Tampoco tenía el Führer un plan lo bastante estructurado para obtener un poder sin control. Había llegado a Canciller, tanto por las faltas de otros como por su propia estrategia y continuaría observando una política oportunista. Estaba en la adecuada posición para poder destronar el Estado desde dentro, conclusión lógica de su «política de legalidad». Pero su fuerza residía en su inquebrantable convicción de que triunfaría y su absoluta certeza de lo que quería. Los había que esperaban llevar a cabo reformas constitucionales o una estabilidad económica, destruir la unidad sindical, preservar las escuelas católicas o establecer la dictadura del proletariado. Reconocían que el poder era necesario para alcanzar sus objetivos, pero sus deseos o su voluntad de aferrado era una tenue sombra al lado de la voluntad de un hombre que buscaba el poder para su propia satisfacción.

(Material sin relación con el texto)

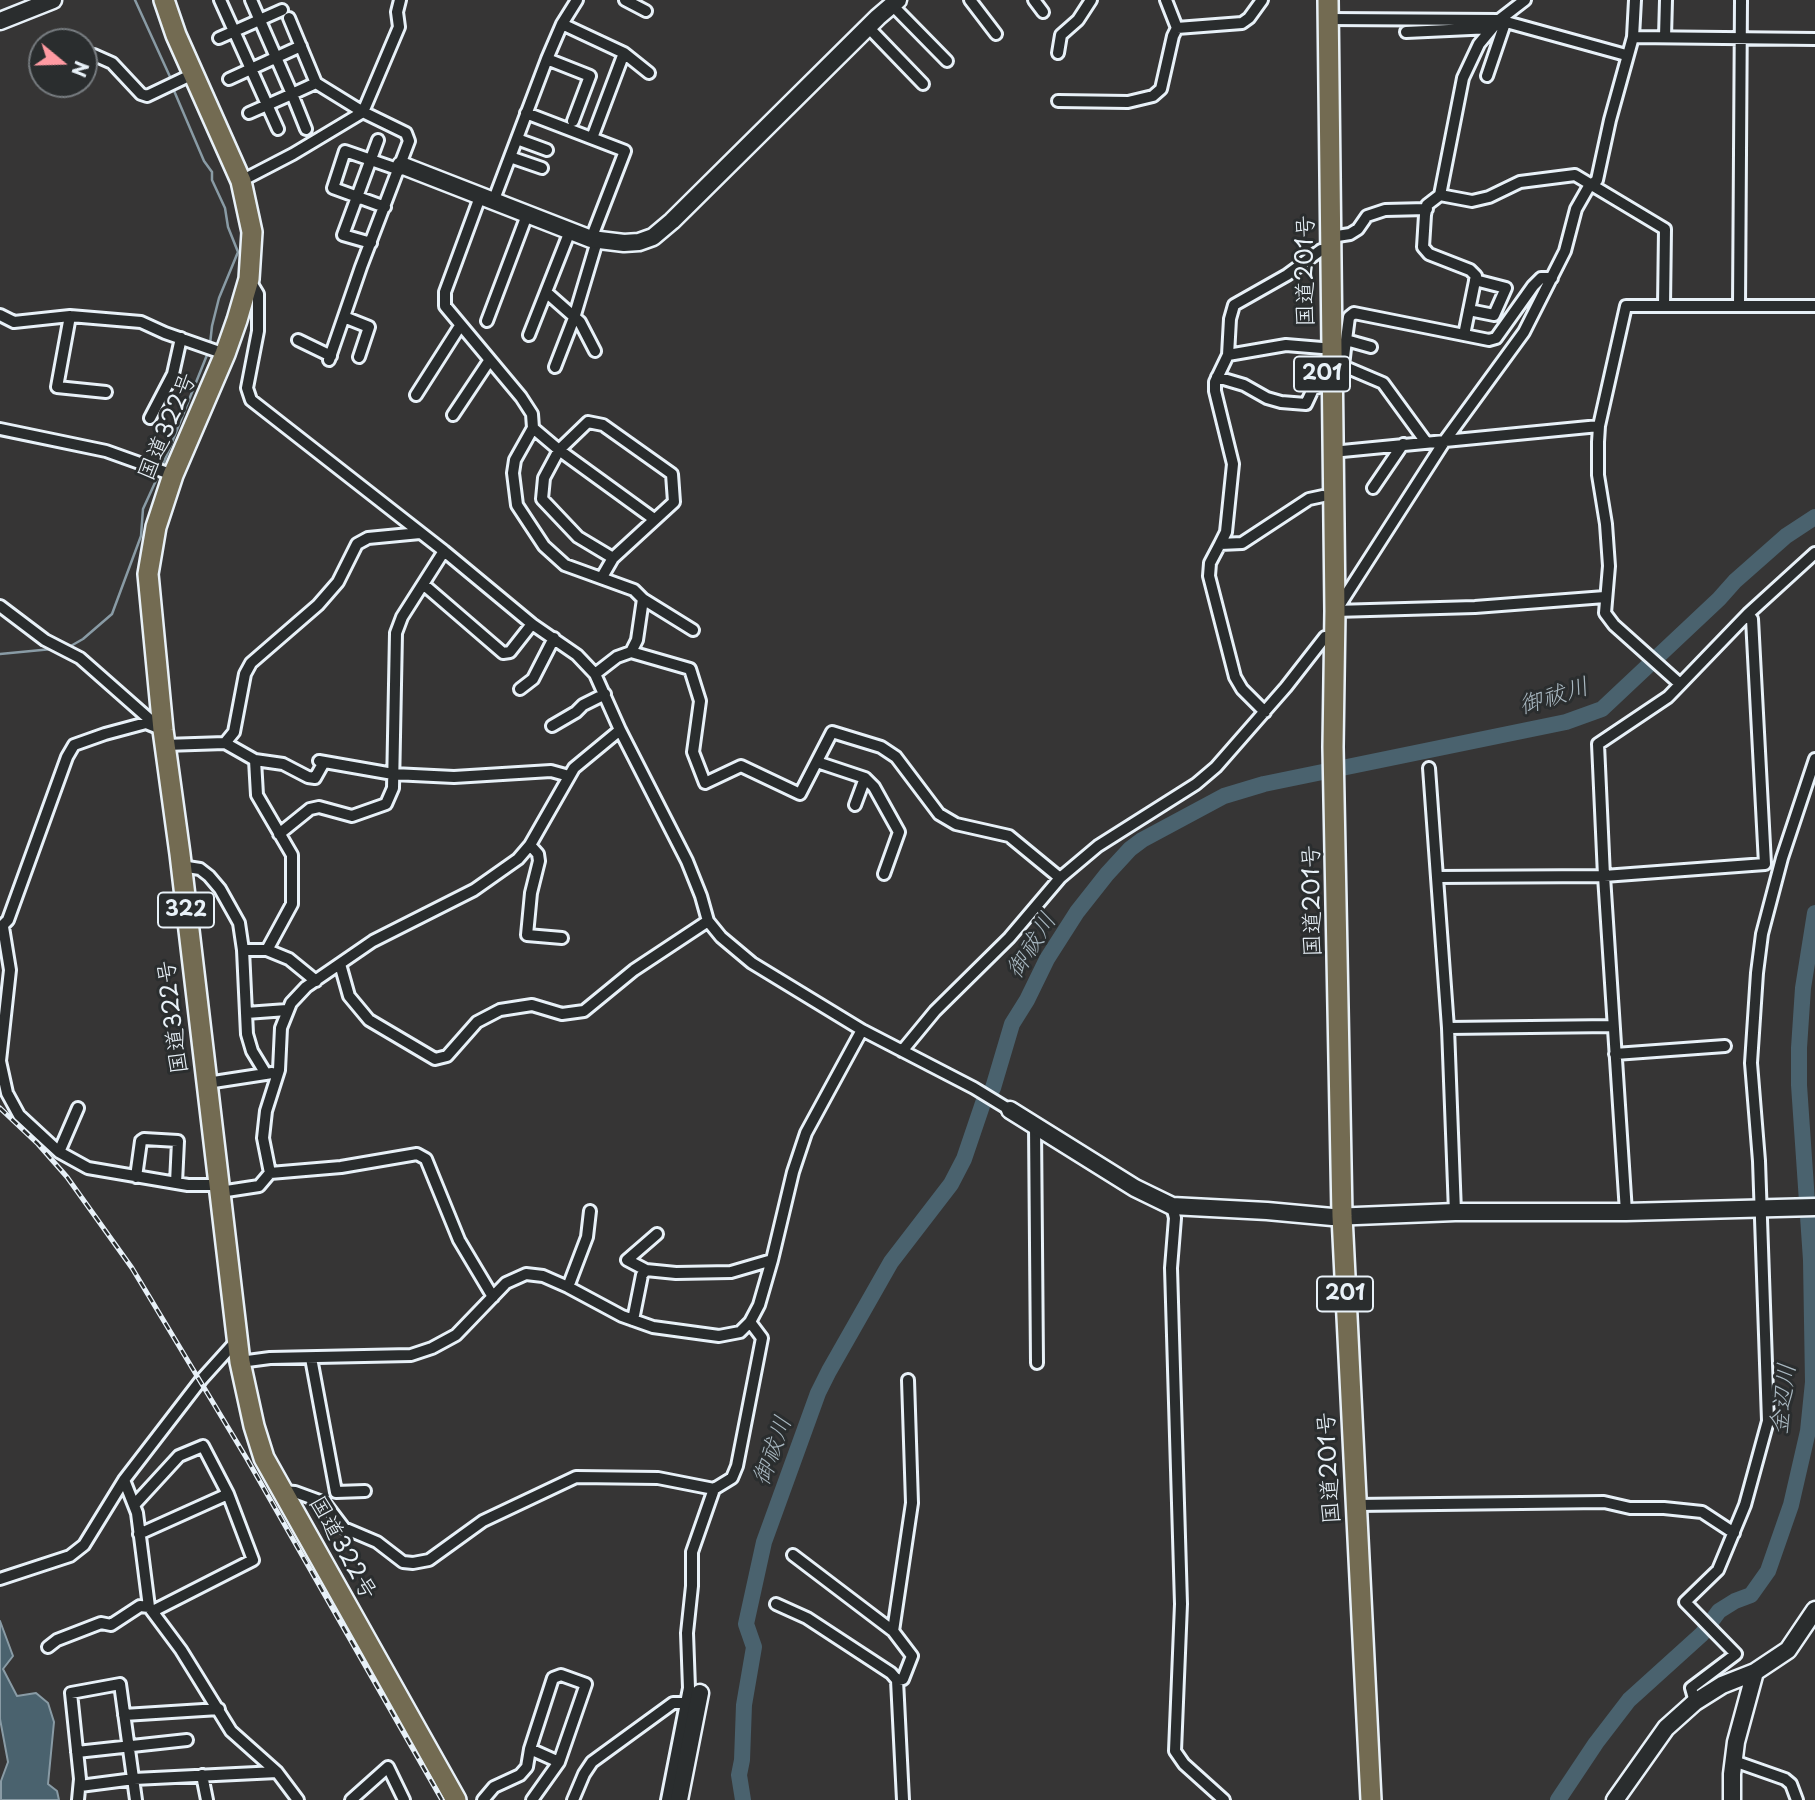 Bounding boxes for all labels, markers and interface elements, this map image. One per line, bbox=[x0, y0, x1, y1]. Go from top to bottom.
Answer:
north arrow bbox=[28, 28, 98, 98]
text: N bbox=[65, 58, 97, 81]
street label: 国道201号 bbox=[1293, 215, 1321, 327]
road number: 201 bbox=[1294, 356, 1350, 392]
street label: 国道322号 bbox=[133, 369, 203, 485]
water label: 御祓川 bbox=[1515, 673, 1593, 721]
street label: 国道201号 bbox=[1298, 845, 1328, 957]
road number: 322 bbox=[158, 892, 214, 928]
water label: 御祓川 bbox=[1001, 908, 1063, 984]
street label: 国道322号 bbox=[153, 958, 195, 1076]
road number: 201 bbox=[1317, 1276, 1373, 1312]
water label: 金辺川 bbox=[1765, 1362, 1803, 1436]
street label: 国道201号 bbox=[1313, 1411, 1347, 1525]
water label: 御祓川 bbox=[747, 1412, 799, 1490]
street label: 国道322号 bbox=[302, 1491, 382, 1605]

El nombramiento de Hitler había sido condicionado a que ganara una mayoría en el Reichstag y, sólo tres de los once puestos ministeriales, eran ostentados por nazis. Papen, por ello, había presumido reducir las ínfulas del Partido y utilizarlo. Conseguir mayoría, suponía arrastrar el Centro a la coalición nazi-nacionalista. Monseñor Kaas, líder del Centro, presentó una lista de cuestiones que servirían de base para las conversaciones, pero Hitler las calificó de demandas no negociables y persuadió a sus colegas de que, ante la imposibilidad de acuerdo, se hacían necesarias unas elecciones. Hugenberg advirtió el peligro que suponía permitir a los nazis participar en las elecciones investidos del poder del Estado, como sucedería al permanecer Hitler Canciller pro tempore al término de la legislatura. No obstante, como Hugenberg pusiera objeciones a una coalición con el Centro, sugiriendo la alternativa de un régimen autoritario, Hitler pudo sin gran inconveniente hacerle caso omiso con la excusa de que había prometido a Hindenburg intentar para su gobierno un mandato parlamentario.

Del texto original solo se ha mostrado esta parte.